2015/10/14

ニコ動のボカロ音楽における単色背景派について

こういうのは深く考えずざっくり書き散らしてしまおう。

ニコ動のボカロ音楽デイリー新着チェックをしなくなって2年近く、それでも最近はサムネだけでもボンヤリと眺めて気になったものを少々聴いたりしている。

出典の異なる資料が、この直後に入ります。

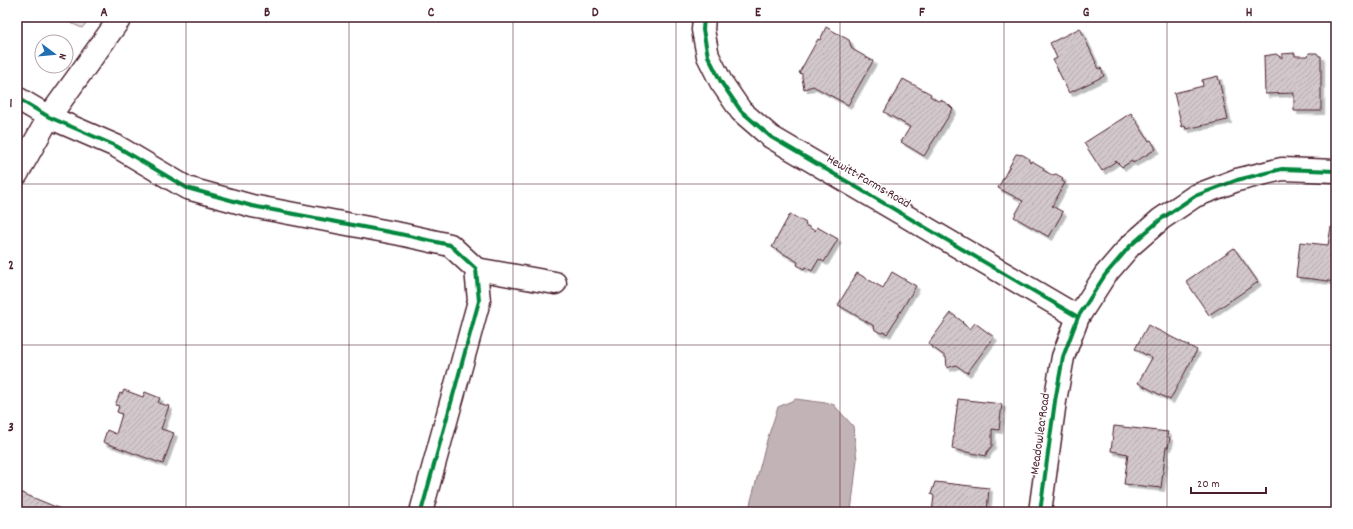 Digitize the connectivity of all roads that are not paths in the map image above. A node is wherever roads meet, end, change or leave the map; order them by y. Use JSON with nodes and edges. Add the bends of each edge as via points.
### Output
{"nodes":[{"id":1,"x":122,"y":17,"type":"edge"},
{"id":2,"x":704,"y":17,"type":"edge"},
{"id":3,"x":17,"y":98,"type":"edge"},
{"id":4,"x":49,"y":118,"type":"junction"},
{"id":5,"x":1336,"y":171,"type":"edge"},
{"id":6,"x":17,"y":174,"type":"edge"},
{"id":7,"x":476,"y":269,"type":"junction"},
{"id":8,"x":555,"y":283,"type":"dead end"},
{"id":9,"x":1078,"y":317,"type":"junction"},
{"id":10,"x":421,"y":512,"type":"edge"},
{"id":11,"x":1040,"y":512,"type":"edge"}],
"edges":[{"from":1,"to":4,"type":"street"},
{"from":2,"to":9,"type":"street","name":"Hewitt Farms Road","via":[[703,30],[708,56],[721,82],[741,111],[771,137]]},
{"from":3,"to":4,"type":"street"},
{"from":4,"to":6,"type":"street"},
{"from":4,"to":7,"type":"street","via":[[116,146],[187,188],[252,206],[450,245]]},
{"from":5,"to":9,"type":"street","name":"Meadowlea Road","via":[[1282,169],[1236,180],[1195,196],[1161,219],[1130,246],[1106,275]]},
{"from":7,"to":8,"type":"street"},
{"from":7,"to":10,"type":"street","via":[[479,301]]},
{"from":9,"to":11,"type":"street","name":"Meadowlea Road","via":[[1063,357]]}]} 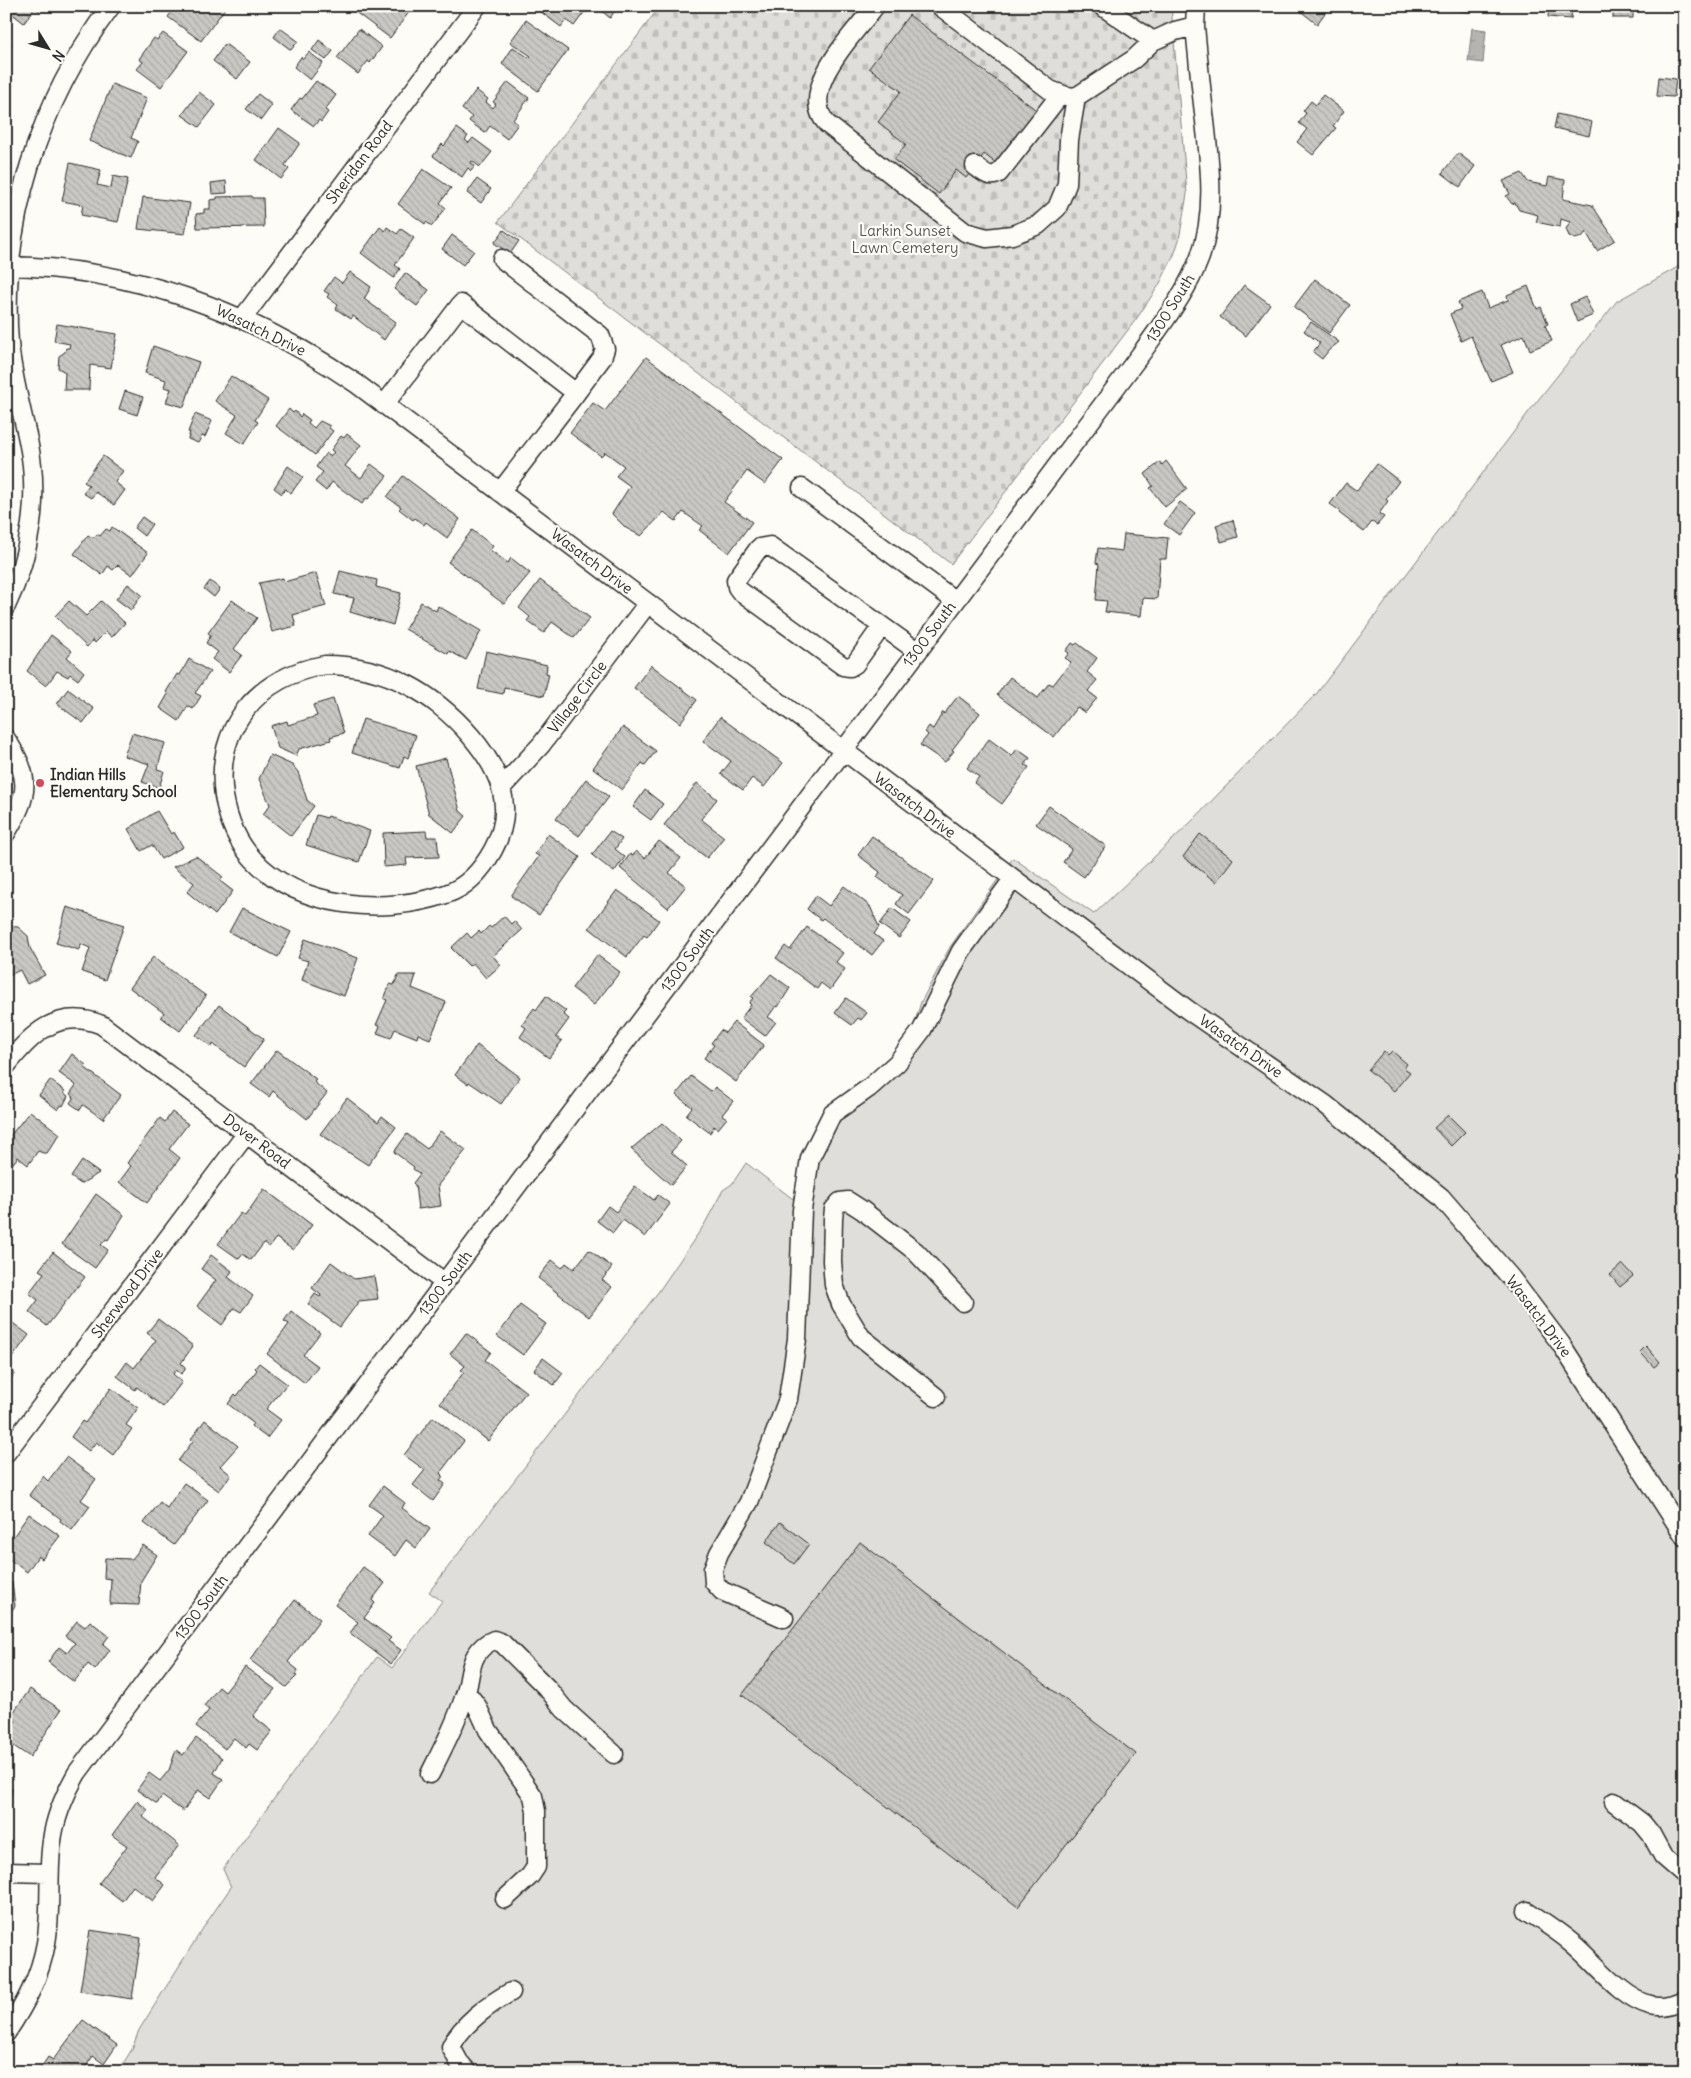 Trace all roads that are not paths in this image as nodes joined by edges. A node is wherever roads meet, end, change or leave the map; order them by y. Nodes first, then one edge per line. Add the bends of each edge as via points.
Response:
1 (111, 6) edge
2 (477, 6) edge
3 (875, 6) edge
4 (940, 6) edge
5 (1102, 6) edge
6 (1196, 6) edge
7 (1195, 26) junction
8 (1153, 41) junction
9 (1068, 96) junction
10 (975, 166) dead end
11 (502, 259) dead end
12 (8, 266) edge
13 (242, 318) junction
14 (576, 393) junction
15 (384, 404) junction
16 (802, 488) dead end
17 (500, 492) junction
18 (954, 600) junction
19 (648, 604) junction
20 (6, 606) edge
21 (882, 626) junction
22 (917, 651) junction
23 (6, 738) edge
24 (843, 751) junction
25 (501, 788) junction
26 (6, 833) edge
27 (1013, 879) junction
28 (6, 1066) edge
29 (247, 1133) junction
30 (445, 1283) junction
31 (963, 1302) dead end
32 (936, 1397) dead end
33 (6, 1453) edge
34 (1685, 1537) edge
35 (784, 1618) dead end
36 (466, 1692) junction
37 (614, 1754) dead end
38 (430, 1774) dead end
39 (1614, 1802) dead end
40 (6, 1872) edge
41 (50, 1872) junction
42 (1685, 1875) edge
43 (505, 1899) dead end
44 (1527, 1911) dead end
45 (511, 1992) dead end
46 (1685, 2000) edge
47 (6, 2033) edge
48 (468, 2072) edge

1 - 12 street via 64,78 41,130 23,182
2 - 13 street, Sheridan Road
3 - 9 street via 825,72 819,94 820,113 827,124 965,232 987,238 1012,235 1038,225 1057,208 1067,184
4 - 9 street via 1050,90
5 - 8 street
6 - 7 street, 1300 South
7 - 8 street
7 - 18 street, 1300 South via 1210,188 1206,235 1197,263 1181,297 1162,324
8 - 9 street via 1134,59
9 - 10 street via 1000,173 989,176
11 - 14 street via 600,335 605,349 602,358
12 - 13 street, Wasatch Drive via 105,275 174,293
12 - 20 street via 8,342 14,387 28,440 33,490 28,542 18,579
13 - 15 street, Wasatch Drive via 314,356
14 - 15 street via 461,304
14 - 17 street
15 - 17 street, Wasatch Drive
16 - 18 street
17 - 19 street, Wasatch Drive
18 - 22 street, 1300 South
19 - 24 street, Wasatch Drive
19 - 25 street, Village Circle via 540,746
21 - 21 street via 770,546 759,548 736,580 740,590 843,666 855,664
21 - 22 street
22 - 24 street, 1300 South
23 - 26 street via 23,768 25,781 20,808
24 - 27 street, Wasatch Drive
24 - 30 street, 1300 South
25 - 25 street via 504,806 501,831 489,858 466,884 432,899 364,906 299,890 252,859 232,825 226,806 223,762 228,740 238,721 265,689 303,668 345,665 389,676 442,707 474,741
27 - 34 street, Wasatch Drive via 1188,1010 1326,1105 1441,1197 1511,1278 1561,1344
27 - 35 street via 961,951 922,1030 897,1063 832,1114 810,1158 802,1210 797,1339 788,1398 749,1502 713,1569 714,1582 722,1591
28 - 29 street, Dover Road via 32,1036 51,1024 83,1020 102,1025
29 - 30 street, Dover Road
29 - 33 street, Sherwood Drive
30 - 41 street, 1300 South via 77,1773 55,1823
31 - 32 street via 915,1251 862,1210 848,1201 840,1202 834,1209 832,1261 834,1285 841,1304 861,1337
36 - 37 street via 470,1668 482,1647 494,1640 502,1643 564,1709
36 - 38 street
36 - 43 street via 533,1796 536,1811 536,1867
39 - 42 street via 1642,1823 1663,1856
40 - 41 street
41 - 47 street, 1300 South via 49,1919 41,1966 21,2011
44 - 46 street via 1571,1942 1606,1976 1637,1999 1658,2006
45 - 48 street via 482,2011 455,2038 451,2047 458,2062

そんななか浮上してきたのが、「単色背景で全体の色数が極端に少なくフォント表示がおおむねソリッド」な動画を上げる皆さん。ここでは例によって勝手に「単色背景派」と呼ぶ。

代表的な作家(と言っても全体から見ればごく少数だが)を下記に示す。

  • ナユタン星人さん



  • anomimiさん



  • みみみエナさん



ご覧になってお分かりの通りこれまでにも存在していたスタイルではあるのだが、世間一般のフラットデザインの潮流を照らし合わせて見ると、うまく説明できるのではないかと思う。一目見て分かるキャッチーさ、縮小しても損なわれない視認性の高さ、シンプルに構造化され華飾を排したデザイン志向、etc.。当然そのような考えは各自のサウンドデザインにも当てはめることができ、これまで続いてきたボカロ音楽の単なるフォロワーとは一概に言えない魅力を放っている。

情報と音圧と音符を詰め込むだけ詰め込んだ過剰なPVがもてはやされた時代から数年、個人的な休止期間がミッシングリンクになってしまったのが痛恨の極みではあるのだが、その後にこういう音楽や映像が育ってくるというのが何とも興味深い。実際、ナユタン星人さんは現在発表している4曲ともヒットしており今年の顔のひとりになりつつある。このスタイルが次の時代のスタンダードになるのか、長い目で見守りたいと思う。